== Material provided ==
=== Section Start ===

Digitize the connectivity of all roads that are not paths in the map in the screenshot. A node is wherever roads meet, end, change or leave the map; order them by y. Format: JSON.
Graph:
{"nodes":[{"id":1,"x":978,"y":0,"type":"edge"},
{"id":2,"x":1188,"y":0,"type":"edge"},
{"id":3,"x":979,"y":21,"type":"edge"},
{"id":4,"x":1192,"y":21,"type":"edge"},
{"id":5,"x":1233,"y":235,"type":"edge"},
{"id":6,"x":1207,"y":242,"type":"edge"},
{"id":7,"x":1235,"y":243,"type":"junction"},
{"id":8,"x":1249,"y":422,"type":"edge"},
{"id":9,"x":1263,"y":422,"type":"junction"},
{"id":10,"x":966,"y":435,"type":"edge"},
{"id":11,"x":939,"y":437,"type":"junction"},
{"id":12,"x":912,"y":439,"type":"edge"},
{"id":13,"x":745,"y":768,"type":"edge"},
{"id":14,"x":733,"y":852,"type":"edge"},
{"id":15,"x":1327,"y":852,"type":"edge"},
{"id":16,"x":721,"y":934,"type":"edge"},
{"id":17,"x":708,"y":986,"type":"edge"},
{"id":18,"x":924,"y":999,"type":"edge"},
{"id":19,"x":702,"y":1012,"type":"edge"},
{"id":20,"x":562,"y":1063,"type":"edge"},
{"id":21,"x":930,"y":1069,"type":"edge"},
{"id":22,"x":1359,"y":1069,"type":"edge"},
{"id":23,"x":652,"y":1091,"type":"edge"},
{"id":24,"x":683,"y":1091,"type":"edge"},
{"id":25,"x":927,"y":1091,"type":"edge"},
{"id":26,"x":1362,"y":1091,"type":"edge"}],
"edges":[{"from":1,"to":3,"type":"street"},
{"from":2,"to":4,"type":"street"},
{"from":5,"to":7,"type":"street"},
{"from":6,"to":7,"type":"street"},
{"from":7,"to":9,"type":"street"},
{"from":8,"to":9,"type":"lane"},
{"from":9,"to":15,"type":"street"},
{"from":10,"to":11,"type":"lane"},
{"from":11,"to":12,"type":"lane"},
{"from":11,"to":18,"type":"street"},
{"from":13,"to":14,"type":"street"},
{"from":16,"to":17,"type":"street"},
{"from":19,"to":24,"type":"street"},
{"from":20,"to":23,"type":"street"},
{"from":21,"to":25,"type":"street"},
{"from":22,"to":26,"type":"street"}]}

=== Section End ===

== Task details ==
Write out every line of the material again, exactly as it reads.

== Your response ==
Digitize the connectivity of all roads that are not paths in the map in the screenshot. A node is wherever roads meet, end, change or leave the map; order them by y. Format: JSON.
Graph:
{"nodes":[{"id":1,"x":978,"y":0,"type":"edge"},
{"id":2,"x":1188,"y":0,"type":"edge"},
{"id":3,"x":979,"y":21,"type":"edge"},
{"id":4,"x":1192,"y":21,"type":"edge"},
{"id":5,"x":1233,"y":235,"type":"edge"},
{"id":6,"x":1207,"y":242,"type":"edge"},
{"id":7,"x":1235,"y":243,"type":"junction"},
{"id":8,"x":1249,"y":422,"type":"edge"},
{"id":9,"x":1263,"y":422,"type":"junction"},
{"id":10,"x":966,"y":435,"type":"edge"},
{"id":11,"x":939,"y":437,"type":"junction"},
{"id":12,"x":912,"y":439,"type":"edge"},
{"id":13,"x":745,"y":768,"type":"edge"},
{"id":14,"x":733,"y":852,"type":"edge"},
{"id":15,"x":1327,"y":852,"type":"edge"},
{"id":16,"x":721,"y":934,"type":"edge"},
{"id":17,"x":708,"y":986,"type":"edge"},
{"id":18,"x":924,"y":999,"type":"edge"},
{"id":19,"x":702,"y":1012,"type":"edge"},
{"id":20,"x":562,"y":1063,"type":"edge"},
{"id":21,"x":930,"y":1069,"type":"edge"},
{"id":22,"x":1359,"y":1069,"type":"edge"},
{"id":23,"x":652,"y":1091,"type":"edge"},
{"id":24,"x":683,"y":1091,"type":"edge"},
{"id":25,"x":927,"y":1091,"type":"edge"},
{"id":26,"x":1362,"y":1091,"type":"edge"}],
"edges":[{"from":1,"to":3,"type":"street"},
{"from":2,"to":4,"type":"street"},
{"from":5,"to":7,"type":"street"},
{"from":6,"to":7,"type":"street"},
{"from":7,"to":9,"type":"street"},
{"from":8,"to":9,"type":"lane"},
{"from":9,"to":15,"type":"street"},
{"from":10,"to":11,"type":"lane"},
{"from":11,"to":12,"type":"lane"},
{"from":11,"to":18,"type":"street"},
{"from":13,"to":14,"type":"street"},
{"from":16,"to":17,"type":"street"},
{"from":19,"to":24,"type":"street"},
{"from":20,"to":23,"type":"street"},
{"from":21,"to":25,"type":"street"},
{"from":22,"to":26,"type":"street"}]}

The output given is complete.